Waverunners with California backdrop
Arizona Shoreline north of Parker
SPRING BREAK, is a nation-wide popular rite of SPRING, at Lake Havasu on the Colorado River, it also begins the transition from the quiet SNOWBIRDS to a long-summer infestation of RIVER RATS. Talked with one winter visitor who parks his RV Bus on a strip of dirt called Imperial County long term parking and he and 900 other vehicles or approximately 1800-2000 people hang out and prowl the hills looking for birds and bighorns. When winter ends my RV Visiter, former military from Conneticut, drives it ten miles north to the :Yuma Proving Grounds and parks it there for the summer at $40 a month. He son from Gilbert, AZ picks him up there and puts him on a plane in Phoenix til next year. Further up the road on the Arizona side, in Quartzite, gem sales popup everywhere and between 20-25,000 RV’s showup and park in the warm winter sun, creating a city in early January of 50,000 campers. LAKE HAVASU which sits on the Arizona side of the lake and borders California this year is also in the nation’s theaters with PIRANHA 3D, a hi-tech view of the river community during spring break but then fish start eating people-there are lots of half-eaten folks-strange PR—but the best press you don’t read—you simply weigh it.

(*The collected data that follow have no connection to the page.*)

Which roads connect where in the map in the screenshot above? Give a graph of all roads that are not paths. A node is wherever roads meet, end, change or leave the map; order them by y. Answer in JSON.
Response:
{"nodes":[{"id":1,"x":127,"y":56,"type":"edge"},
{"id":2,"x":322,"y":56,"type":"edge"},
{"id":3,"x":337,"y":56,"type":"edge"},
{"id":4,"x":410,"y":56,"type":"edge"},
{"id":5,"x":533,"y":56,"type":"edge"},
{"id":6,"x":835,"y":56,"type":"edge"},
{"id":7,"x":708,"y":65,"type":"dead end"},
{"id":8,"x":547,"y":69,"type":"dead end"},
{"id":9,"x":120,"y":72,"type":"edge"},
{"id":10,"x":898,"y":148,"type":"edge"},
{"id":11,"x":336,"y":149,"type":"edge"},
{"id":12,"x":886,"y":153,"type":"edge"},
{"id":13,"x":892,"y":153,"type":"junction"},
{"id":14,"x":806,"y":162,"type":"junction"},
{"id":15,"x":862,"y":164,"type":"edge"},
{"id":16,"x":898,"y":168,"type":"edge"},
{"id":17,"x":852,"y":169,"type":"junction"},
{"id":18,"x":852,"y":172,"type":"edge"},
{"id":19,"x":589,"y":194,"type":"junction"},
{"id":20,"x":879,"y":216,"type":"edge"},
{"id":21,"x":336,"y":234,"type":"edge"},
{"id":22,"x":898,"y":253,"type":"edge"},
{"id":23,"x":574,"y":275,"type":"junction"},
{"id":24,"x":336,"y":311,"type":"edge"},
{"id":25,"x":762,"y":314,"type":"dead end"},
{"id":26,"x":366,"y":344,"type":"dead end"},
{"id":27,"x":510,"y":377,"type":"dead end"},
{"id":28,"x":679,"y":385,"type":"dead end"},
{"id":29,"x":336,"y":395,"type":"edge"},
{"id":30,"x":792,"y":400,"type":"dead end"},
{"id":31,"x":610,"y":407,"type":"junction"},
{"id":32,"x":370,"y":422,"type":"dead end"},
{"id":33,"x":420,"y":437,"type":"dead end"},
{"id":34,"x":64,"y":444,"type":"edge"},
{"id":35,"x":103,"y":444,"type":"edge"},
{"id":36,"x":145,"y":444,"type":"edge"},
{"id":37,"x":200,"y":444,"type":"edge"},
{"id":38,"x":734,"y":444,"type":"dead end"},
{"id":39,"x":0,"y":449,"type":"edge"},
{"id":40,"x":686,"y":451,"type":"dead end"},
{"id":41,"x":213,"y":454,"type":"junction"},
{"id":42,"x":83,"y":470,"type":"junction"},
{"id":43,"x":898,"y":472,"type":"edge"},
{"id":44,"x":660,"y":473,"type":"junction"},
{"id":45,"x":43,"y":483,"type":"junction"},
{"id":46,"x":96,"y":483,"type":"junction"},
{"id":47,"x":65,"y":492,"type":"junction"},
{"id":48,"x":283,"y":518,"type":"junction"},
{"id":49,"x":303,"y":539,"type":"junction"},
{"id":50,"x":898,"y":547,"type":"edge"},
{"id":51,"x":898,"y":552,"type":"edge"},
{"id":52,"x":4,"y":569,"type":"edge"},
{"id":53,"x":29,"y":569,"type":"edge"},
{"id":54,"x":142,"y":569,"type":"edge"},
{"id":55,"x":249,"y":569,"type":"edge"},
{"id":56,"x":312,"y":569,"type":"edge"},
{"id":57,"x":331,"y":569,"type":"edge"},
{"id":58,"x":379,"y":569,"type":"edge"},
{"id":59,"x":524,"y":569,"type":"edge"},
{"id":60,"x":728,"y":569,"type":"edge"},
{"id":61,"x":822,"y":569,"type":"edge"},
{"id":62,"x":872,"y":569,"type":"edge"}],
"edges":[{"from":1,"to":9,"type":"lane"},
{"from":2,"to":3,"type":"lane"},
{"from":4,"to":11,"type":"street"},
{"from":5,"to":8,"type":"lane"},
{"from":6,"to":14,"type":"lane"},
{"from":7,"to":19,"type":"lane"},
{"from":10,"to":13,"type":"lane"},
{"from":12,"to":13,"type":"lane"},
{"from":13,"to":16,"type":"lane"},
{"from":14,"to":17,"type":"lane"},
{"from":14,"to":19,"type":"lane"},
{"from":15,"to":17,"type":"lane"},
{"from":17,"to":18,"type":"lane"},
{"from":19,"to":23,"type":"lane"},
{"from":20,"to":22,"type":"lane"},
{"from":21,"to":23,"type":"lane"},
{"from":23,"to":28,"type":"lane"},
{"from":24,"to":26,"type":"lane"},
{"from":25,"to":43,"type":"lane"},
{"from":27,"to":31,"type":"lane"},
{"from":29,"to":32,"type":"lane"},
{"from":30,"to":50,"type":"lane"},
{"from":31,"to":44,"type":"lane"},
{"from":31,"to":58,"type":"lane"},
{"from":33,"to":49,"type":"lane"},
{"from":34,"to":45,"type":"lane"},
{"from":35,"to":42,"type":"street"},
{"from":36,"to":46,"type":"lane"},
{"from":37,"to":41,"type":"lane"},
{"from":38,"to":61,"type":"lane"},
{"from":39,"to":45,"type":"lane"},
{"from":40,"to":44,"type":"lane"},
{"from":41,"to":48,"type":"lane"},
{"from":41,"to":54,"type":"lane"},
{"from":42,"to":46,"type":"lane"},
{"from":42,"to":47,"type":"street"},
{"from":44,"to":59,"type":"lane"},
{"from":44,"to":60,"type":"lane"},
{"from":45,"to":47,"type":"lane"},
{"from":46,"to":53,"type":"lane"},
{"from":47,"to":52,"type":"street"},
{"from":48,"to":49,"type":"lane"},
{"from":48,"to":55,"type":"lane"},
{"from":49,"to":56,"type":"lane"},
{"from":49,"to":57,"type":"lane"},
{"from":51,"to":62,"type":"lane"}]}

Much like fishing, don’t tell me about some fish you caught, put it on the scale.
Today nearly 17 million people depends upon the water of the Colorado River’s 80 percent of these folks live in Phoenix and Tucson and Las Vegas and Los Angeles.

Hoover Dam in 1931 was the greatest engineering accomplishment of it’s time and made it all possible. It’s 726’ height and 1244’ length dams up the greatest river in the American SouthWest, the Rio Colorado, whose headwaters 1450 miles north in Colorado, drains almost a quarter million square miles. The Dam, enjoys seven million visitors a year, and has enough concrete (4.5 million cubic yards) in Hoover Dam to build a two-lane road cross-country from Seattle to Miami. Lake Mead has added 550 miles of shoreline behind the dam and has a capacity of 1.25 trillion cubic feet of water that could cover the state of Pennsylvania one foot deep. It is the largest reservoir in the United States.

Roughly 60 million people today live in the American South West amongst with the ruins of civilizations that were brought to their knees by severe droughts experienced frequently in this region over the last 2,000 years. Droughts serve as stark reminders of just how inhospitable the great American desert can be. Previous catastrophic droughts occurred in times free from the influence of global warming and the increasing aridity that many scientists predict will bring new challenges to living in the southwest.

CALIFORNIA Sunrise

ARIZONA River houses

The Colorado River has long been the lifeline of the American South West, the watershed covers seven states and Mexico. More than 100% of its water today is used for recreation, agriculture and drinking water. Heavily recycle, the water is constantly re-used. Because of over-use the massive reservoirs, Lake Mead and Lake Powell have gone down in the past decade to half capacity. When the Colorado River was divided up in 1922, more water was awarded than actually exists most years, and the recent drought make those numbers worse moving into a period of “global warming” clearly the golden period of water has past. Last year’s rainfall and snow melt are now predicted to cover the region’s needs but last year it was feared CAP water allotments might be necessarily cut due to shortages at Lake Mead. Nature and the poorer regions like Mexico receive less and less. The South West view that money flows uphill toward money is seen by the unchecked growth of LAS VEGAS, NEVADA and today water flows to where man demands rather than to where nature intended, a tradition that began at the turn of the century and continues today. But can it be sustained ? Warnings have been made that Lake Mead, the largest reservoir in the United States, could feasibly run dry with catastrophic economic implications to the Southwest.